As reported by the BBC, those who installed the NHS COVID-19 app in England and Wales have been receiving pings letting them know the platform has now shut down
It was launched in 2020 as a tool to help fight the spread of COVID-19 by warning citizens if they had been near to someone who was infected. It was downloaded around 30 million times during the pandemic.
Scotland and Northern Ireland had their own versions, which have also now closed.
The England and Wales app stopped working last Thursday and will disappear from Apple and Google’s app stores this month.
The app was fraught with challenges. At one point its algorithm had to be tweaked after tens of thousands of people were receiving alerts every day telling them to self-isolate in case they were infected. This period was dubbed the “pingdemic”, and in one week in December 2021 the app sent nearly 700,000 notifications.
It worked by using bluetooth to identify other devices nearby which also had it installed.
If someone around you later used their app to report a positive COVID test and you had been within two metres of them for longer than 15 minutes, you would be alerted that you had been in close contact with the virus.
All the data was anonymised so the owners of the devices were never identifiable.
Because of this, the recommendation to self-isolate could not be legally enforced, leading to complaints that it was not effective enough.
When it was launched, it emerged some older phones could not run the app, and the contact tracing could be inaccurate at times. It also faced resistance over misplaced concerns the tracking functionality could somehow be accessed by police.
The Test and Trace operation – including manual contact tracing, which has similar rates of infection to those alerted by the app – was also criticised by politicians as having “no clear impact” despite a multi-billion budget.
However, research published in February suggested the app prevented about one million COVID cases, 44,000 hospitalisations and almost 10,000 deaths during its first year of use.
The authors of the peer-reviewed study said the research “shows that digital tracing apps have major potential for reducing transmission of [COVID-19] when combined with strong user engagement”.
Michelle Kendall, a researcher from the University of Warwick who worked on the study, told the BBC that, due to the anonymity of the app, those who used it “cannot know the individual impact of their action”, but that those who followed the guidance of its notifications “helped to substantially reduce case numbers, reduced pressure on the NHS, and saved lives”.

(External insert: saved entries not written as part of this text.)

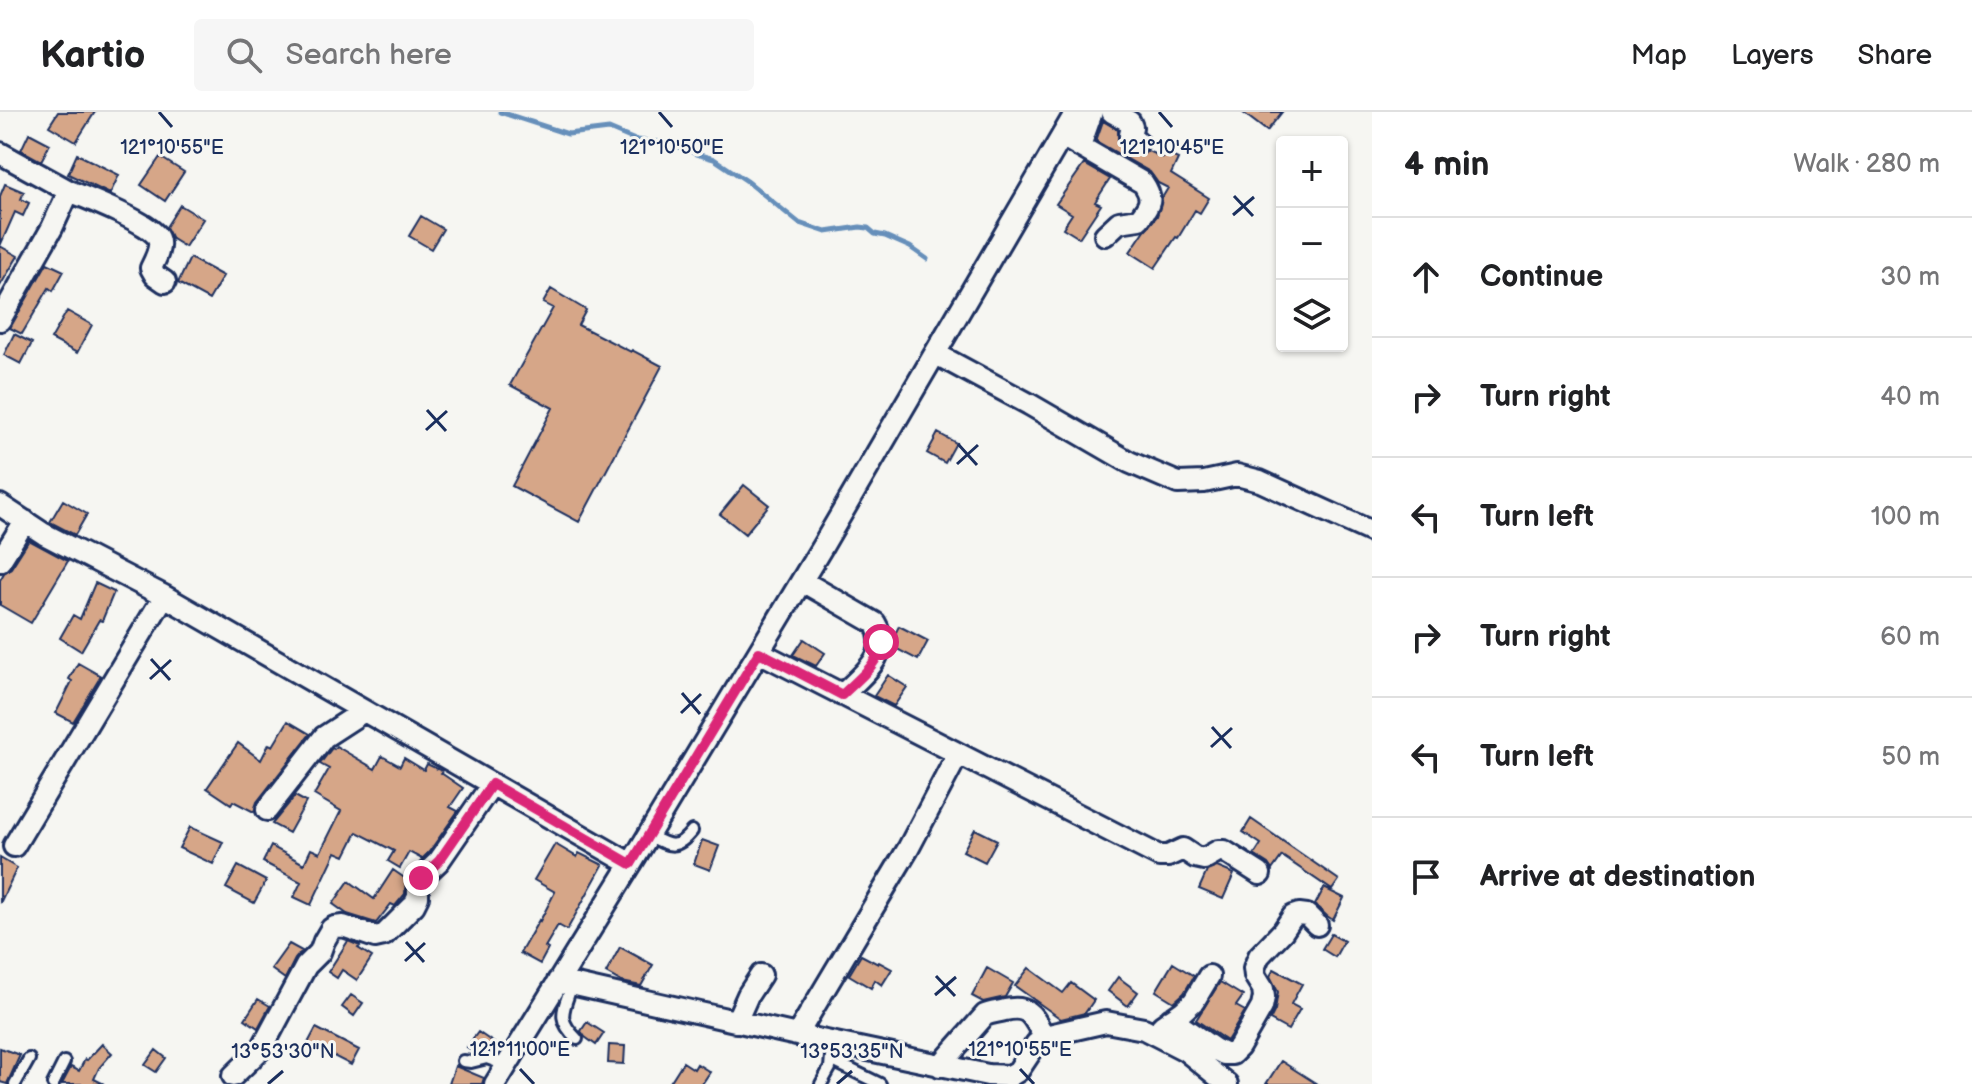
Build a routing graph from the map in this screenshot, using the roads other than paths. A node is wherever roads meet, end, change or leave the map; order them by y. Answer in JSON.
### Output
{"nodes":[{"id":1,"x":1076,"y":112,"type":"edge"},
{"id":2,"x":1092,"y":112,"type":"edge"},
{"id":3,"x":1112,"y":112,"type":"edge"},
{"id":4,"x":1071,"y":141,"type":"junction"},
{"id":5,"x":1138,"y":142,"type":"dead end"},
{"id":6,"x":0,"y":153,"type":"edge"},
{"id":7,"x":69,"y":191,"type":"junction"},
{"id":8,"x":1105,"y":235,"type":"dead end"},
{"id":9,"x":165,"y":282,"type":"dead end"},
{"id":10,"x":0,"y":320,"type":"edge"},
{"id":11,"x":936,"y":354,"type":"junction"},
{"id":12,"x":0,"y":505,"type":"edge"},
{"id":13,"x":25,"y":521,"type":"junction"},
{"id":14,"x":1372,"y":532,"type":"edge"},
{"id":15,"x":0,"y":561,"type":"edge"},
{"id":16,"x":802,"y":581,"type":"junction"},
{"id":17,"x":164,"y":596,"type":"junction"},
{"id":18,"x":759,"y":652,"type":"junction"},
{"id":19,"x":842,"y":695,"type":"junction"},
{"id":20,"x":364,"y":711,"type":"junction"},
{"id":21,"x":958,"y":754,"type":"junction"},
{"id":22,"x":492,"y":784,"type":"junction"},
{"id":23,"x":267,"y":810,"type":"dead end"},
{"id":24,"x":692,"y":831,"type":"dead end"},
{"id":25,"x":648,"y":835,"type":"junction"},
{"id":26,"x":14,"y":846,"type":"dead end"},
{"id":27,"x":631,"y":864,"type":"junction"},
{"id":28,"x":1260,"y":874,"type":"dead end"},
{"id":29,"x":1317,"y":925,"type":"dead end"},
{"id":30,"x":761,"y":975,"type":"dead end"},
{"id":31,"x":1209,"y":976,"type":"dead end"},
{"id":32,"x":565,"y":982,"type":"junction"},
{"id":33,"x":1171,"y":1019,"type":"junction"},
{"id":34,"x":736,"y":1022,"type":"junction"},
{"id":35,"x":1154,"y":1034,"type":"junction"},
{"id":36,"x":797,"y":1035,"type":"junction"},
{"id":37,"x":1045,"y":1038,"type":"junction"},
{"id":38,"x":577,"y":1039,"type":"dead end"},
{"id":39,"x":830,"y":1051,"type":"junction"},
{"id":40,"x":29,"y":1059,"type":"dead end"},
{"id":41,"x":463,"y":1061,"type":"dead end"},
{"id":42,"x":64,"y":1062,"type":"dead end"},
{"id":43,"x":506,"y":1065,"type":"junction"},
{"id":44,"x":940,"y":1066,"type":"junction"},
{"id":45,"x":233,"y":1076,"type":"dead end"},
{"id":46,"x":15,"y":1084,"type":"edge"},
{"id":47,"x":53,"y":1084,"type":"edge"},
{"id":48,"x":495,"y":1084,"type":"edge"},
{"id":49,"x":821,"y":1084,"type":"edge"},
{"id":50,"x":880,"y":1084,"type":"edge"},
{"id":51,"x":1227,"y":1084,"type":"edge"}],
"edges":[{"from":1,"to":4,"type":"street"},
{"from":2,"to":4,"type":"street"},
{"from":3,"to":5,"type":"street"},
{"from":4,"to":8,"type":"street"},
{"from":4,"to":11,"type":"street"},
{"from":6,"to":7,"type":"street"},
{"from":7,"to":9,"type":"street"},
{"from":7,"to":10,"type":"street"},
{"from":11,"to":14,"type":"street"},
{"from":11,"to":16,"type":"street"},
{"from":12,"to":13,"type":"street"},
{"from":13,"to":15,"type":"street"},
{"from":13,"to":17,"type":"street"},
{"from":16,"to":18,"type":"street"},
{"from":16,"to":19,"type":"street"},
{"from":17,"to":20,"type":"street"},
{"from":17,"to":26,"type":"street"},
{"from":18,"to":19,"type":"street"},
{"from":18,"to":25,"type":"street"},
{"from":19,"to":21,"type":"street"},
{"from":20,"to":22,"type":"street"},
{"from":20,"to":23,"type":"street"},
{"from":21,"to":28,"type":"street"},
{"from":21,"to":36,"type":"street"},
{"from":22,"to":27,"type":"street"},
{"from":22,"to":45,"type":"street"},
{"from":24,"to":25,"type":"lane"},
{"from":25,"to":27,"type":"street"},
{"from":27,"to":32,"type":"street"},
{"from":29,"to":33,"type":"street"},
{"from":30,"to":34,"type":"street"},
{"from":31,"to":33,"type":"street"},
{"from":32,"to":34,"type":"street"},
{"from":32,"to":38,"type":"lane"},
{"from":32,"to":43,"type":"street"},
{"from":33,"to":35,"type":"street"},
{"from":34,"to":36,"type":"street"},
{"from":35,"to":37,"type":"street"},
{"from":35,"to":51,"type":"street"},
{"from":36,"to":39,"type":"street"},
{"from":37,"to":44,"type":"street"},
{"from":37,"to":44,"type":"street"},
{"from":39,"to":44,"type":"street"},
{"from":39,"to":49,"type":"lane"},
{"from":39,"to":50,"type":"lane"},
{"from":40,"to":46,"type":"lane"},
{"from":41,"to":43,"type":"lane"},
{"from":42,"to":47,"type":"lane"},
{"from":43,"to":48,"type":"street"}]}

Although all COVID-19-related restrictions have since been lifted, those who have the illness or symptoms are still advised to “try to stay at home and avoid contact with other people”.
Benedict Macon-Cooney, chief policy strategist at the Tony Blair Institute for Global Change, told the BBC the app was a “really important initiative to get a grip on the incredibly fast moving situation”, but that it had some “fundamental flaws” – notably technological issues that contributed to undermining public trust in its use.
He added that another pandemic was possible in our lifetime, and that the digital infrastructure developed during COVID-19, including the app, could therefore have “a positive legacy”.
“We had to build up testing, genomics and drugs from scratch, including the mRNA vaccine that was essential to saving so many lives,” said Mr Macon-Cooney, co-author of a report which argued for the importance of science, technology and innovation in shaping the future of the UK.
“This infrastructure can help us respond to future threats, deal with other deadly illness such as flu and monkeypox, as well as help cure cancer and heart disease in the coming years.”